## DESCRIPTION OF THE TASK
Across the entries below, tally every line that holds the word "улица". Give only the tally.

(MATERIAL PROVIDED Opens)

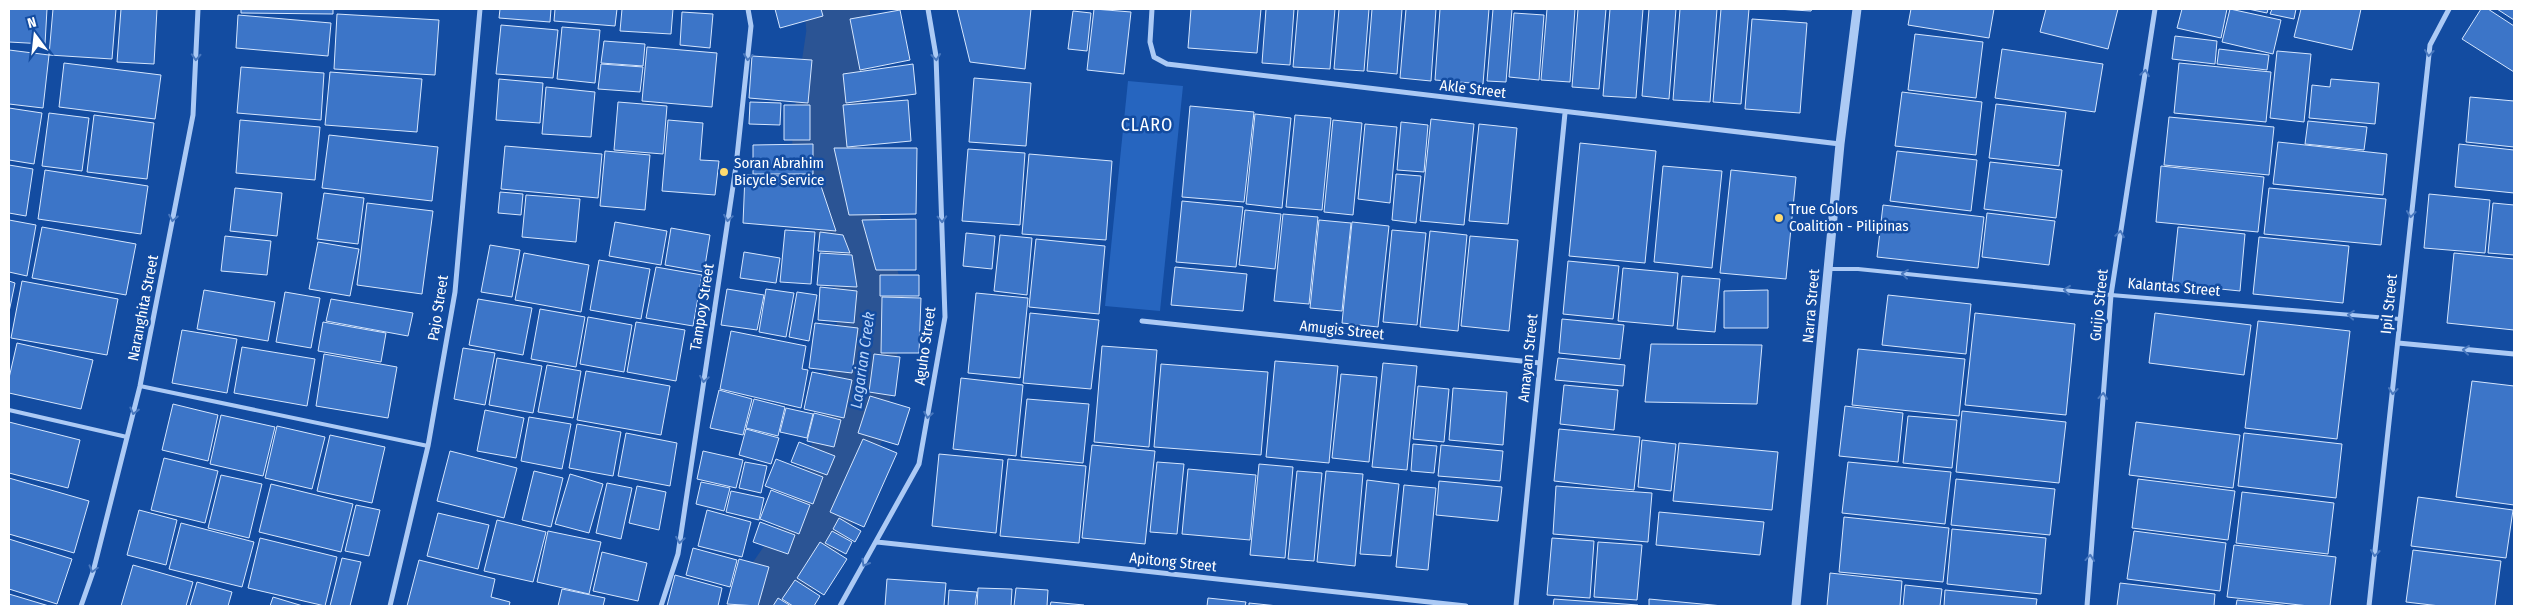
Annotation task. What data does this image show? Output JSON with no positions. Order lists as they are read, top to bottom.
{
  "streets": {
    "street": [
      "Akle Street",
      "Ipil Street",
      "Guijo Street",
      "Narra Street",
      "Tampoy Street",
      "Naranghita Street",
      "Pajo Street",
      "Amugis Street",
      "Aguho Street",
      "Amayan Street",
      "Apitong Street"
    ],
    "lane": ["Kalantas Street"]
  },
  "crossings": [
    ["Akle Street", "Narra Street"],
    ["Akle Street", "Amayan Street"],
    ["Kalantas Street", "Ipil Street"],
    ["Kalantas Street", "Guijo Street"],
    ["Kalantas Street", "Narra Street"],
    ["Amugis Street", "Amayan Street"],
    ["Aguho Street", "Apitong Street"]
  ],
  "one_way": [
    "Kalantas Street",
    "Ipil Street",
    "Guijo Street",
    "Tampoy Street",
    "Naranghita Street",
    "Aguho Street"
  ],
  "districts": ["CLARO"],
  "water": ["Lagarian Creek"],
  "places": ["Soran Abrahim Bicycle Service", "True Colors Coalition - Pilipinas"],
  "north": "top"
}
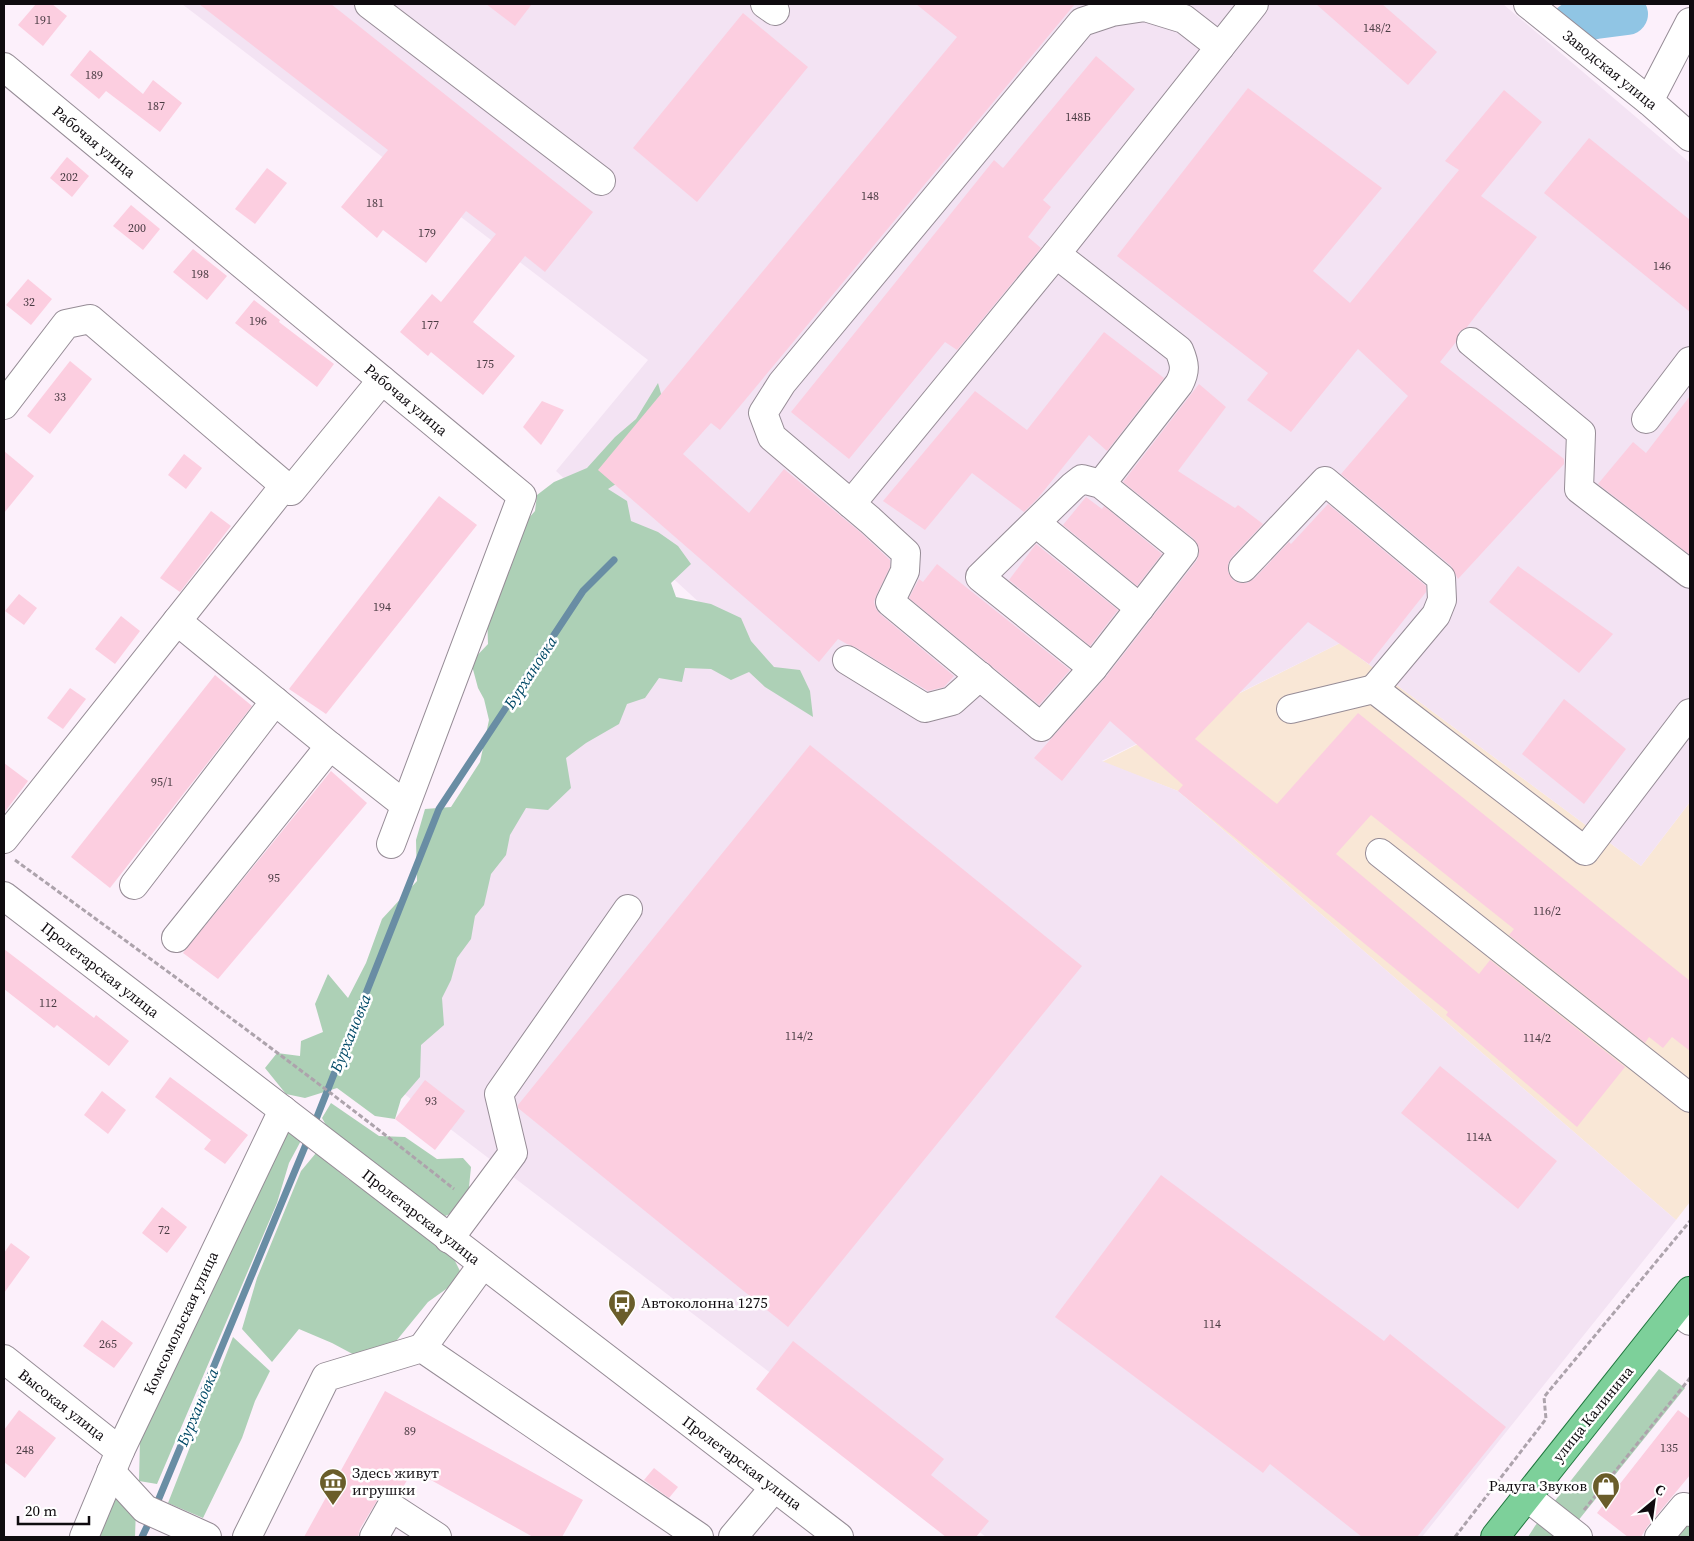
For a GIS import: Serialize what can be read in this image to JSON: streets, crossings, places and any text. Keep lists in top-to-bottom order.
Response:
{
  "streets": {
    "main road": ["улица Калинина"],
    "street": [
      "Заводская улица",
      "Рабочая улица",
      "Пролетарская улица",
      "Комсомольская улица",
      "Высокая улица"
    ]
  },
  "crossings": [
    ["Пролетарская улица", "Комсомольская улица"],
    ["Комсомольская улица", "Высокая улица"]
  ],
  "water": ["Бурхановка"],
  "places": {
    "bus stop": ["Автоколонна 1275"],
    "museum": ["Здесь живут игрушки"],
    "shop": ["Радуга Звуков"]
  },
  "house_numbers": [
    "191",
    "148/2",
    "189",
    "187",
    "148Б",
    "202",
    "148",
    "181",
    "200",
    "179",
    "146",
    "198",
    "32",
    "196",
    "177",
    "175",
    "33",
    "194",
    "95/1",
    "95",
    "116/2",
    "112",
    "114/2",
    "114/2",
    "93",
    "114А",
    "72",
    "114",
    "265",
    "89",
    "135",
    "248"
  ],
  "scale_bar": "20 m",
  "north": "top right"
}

(MATERIAL PROVIDED Closes)

## RESULT OF THE EXERCISE
8